I disagree on that. What is the difference? You just have to do more computation, need to do post-processing and would get the same result. Besides, I don’t see any such compute command in your input.

You won’t get rid of the warning message because you didn’t get rid of what is causing it. More importantly, you have not thought about whether the warning applies to your computation or not (and thus can be ignored).

Why did you add this command?

You didn’t define what is the problem! I cannot help you to understand the science of your research because that is a) off-topic for this forum (it is not about correctly using LAMMPS) and b) because it is the job of your adviser. I am not interested to become your (substitute) adviser.

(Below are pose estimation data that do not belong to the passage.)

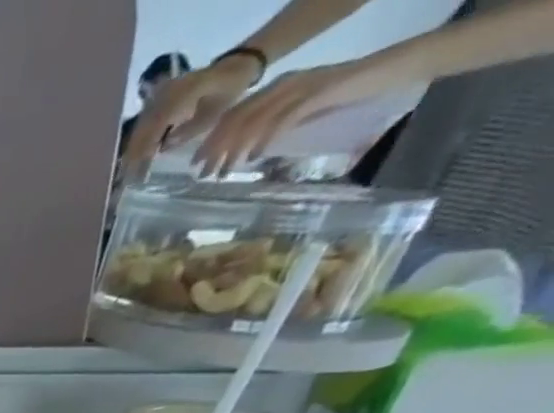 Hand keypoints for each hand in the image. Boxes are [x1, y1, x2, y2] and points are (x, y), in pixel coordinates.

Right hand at [122, 54, 264, 177]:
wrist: (235, 65)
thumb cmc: (229, 89)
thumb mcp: (216, 110)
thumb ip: (190, 129)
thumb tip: (163, 147)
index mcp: (182, 93)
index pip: (155, 126)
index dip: (145, 150)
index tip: (139, 173)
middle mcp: (167, 92)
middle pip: (142, 129)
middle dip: (134, 155)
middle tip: (129, 179)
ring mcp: (162, 94)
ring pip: (139, 128)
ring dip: (133, 151)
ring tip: (130, 172)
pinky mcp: (160, 98)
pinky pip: (144, 123)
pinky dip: (139, 141)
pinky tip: (137, 157)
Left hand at [189, 53, 416, 177]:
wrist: (382, 72)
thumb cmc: (335, 97)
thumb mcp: (293, 114)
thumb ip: (269, 127)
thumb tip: (242, 152)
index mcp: (273, 89)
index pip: (232, 114)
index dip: (210, 140)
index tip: (194, 164)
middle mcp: (282, 85)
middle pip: (238, 118)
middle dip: (216, 149)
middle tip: (203, 175)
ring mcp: (300, 87)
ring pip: (256, 120)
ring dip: (235, 150)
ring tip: (224, 173)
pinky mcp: (318, 92)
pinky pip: (284, 118)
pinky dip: (266, 138)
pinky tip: (254, 157)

To know more about LAMMPS, you need to study its documentation. There are more than 2500 pages of it, so there is plenty of reading material :wink:

If you are struggling with the complexity of the problem, why don’t you start with a simpler model, e.g. just two different atoms, where you leave one atom without time integration and move the other. That would have the advantage, that you already know from your input what result your computation would have to produce. Then you can increase the complexity in small steps and check at each step, if you get the expected result and whether the system is moving as desired.

Thank you for your reply. I’ll study more and try to start with a simpler model!